## Stored entries
--- --- ---

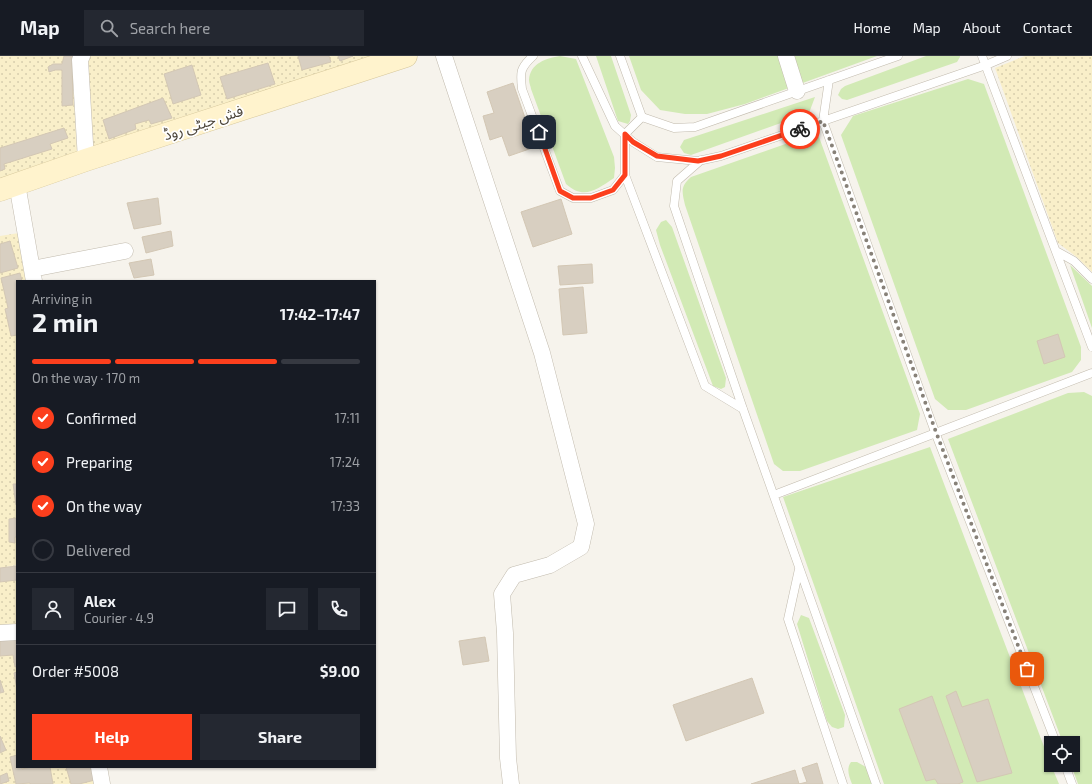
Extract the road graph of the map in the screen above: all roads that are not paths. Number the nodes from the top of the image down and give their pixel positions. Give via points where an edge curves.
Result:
1 (82, 56) edge
2 (406, 56) edge
3 (444, 56) edge
4 (533, 56) edge
5 (582, 56) edge
6 (620, 56) edge
7 (786, 56) edge
8 (898, 56) edge
9 (982, 56) edge
10 (1008, 56) edge
11 (986, 65) junction
12 (829, 80) junction
13 (797, 91) junction
14 (642, 117) junction
15 (823, 121) junction
16 (625, 134) junction
17 (86, 160) junction
18 (701, 160) junction
19 (625, 175) junction
20 (8, 187) edge
21 (1056, 250) junction
22 (125, 251) dead end
23 (33, 275) edge
24 (1092, 279) edge
25 (1092, 347) edge
26 (1092, 373) edge
27 (743, 409) junction
28 (936, 432) junction
29 (774, 495) junction
30 (800, 568) junction
31 (16, 632) edge
32 (0, 633) edge
33 (1053, 736) edge
34 (99, 768) edge
35 (1068, 772) edge
36 (102, 784) edge
37 (511, 784) edge
38 (843, 784) edge
39 (876, 784) edge
40 (1072, 784) edge

1 - 17 street via 80,60
2 - 17 street, فش جیٹی روڈ
3 - 37 street via 542,354 586,524 581,547 550,565 514,575 502,594
4 - 19 lane via 524,64 520,73 522,89 560,191 573,198 591,198 613,190
5 - 16 lane via 616,126
6 - 14 lane
7 - 13 street
8 - 12 lane
9 - 11 lane
10 - 11 lane
11 - 15 lane
11 - 21 lane
12 - 13 lane
12 - 15 lane
13 - 14 lane via 695,127 674,128
14 - 16 lane
15 - 18 lane via 721,156
15 - 28 lane
16 - 18 lane via 633,142 657,156
16 - 19 lane
17 - 20 street, فش جیٹی روڈ
18 - 27 lane via 677,181 674,206
19 - 27 lane via 705,386
20 - 23 street
21 - 24 lane via 1074,261
21 - 25 lane
22 - 23 street
26 - 28 lane
27 - 29 lane
28 - 29 lane
28 - 33 lane
29 - 30 lane
30 - 38 lane via 788,619
30 - 39 lane
31 - 32 street
34 - 36 street
35 - 40 lane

--- --- ---

## Assignment
Check each line of the records above for the word "street", then give the number of lines that have it, with no other words.

## Task solution
9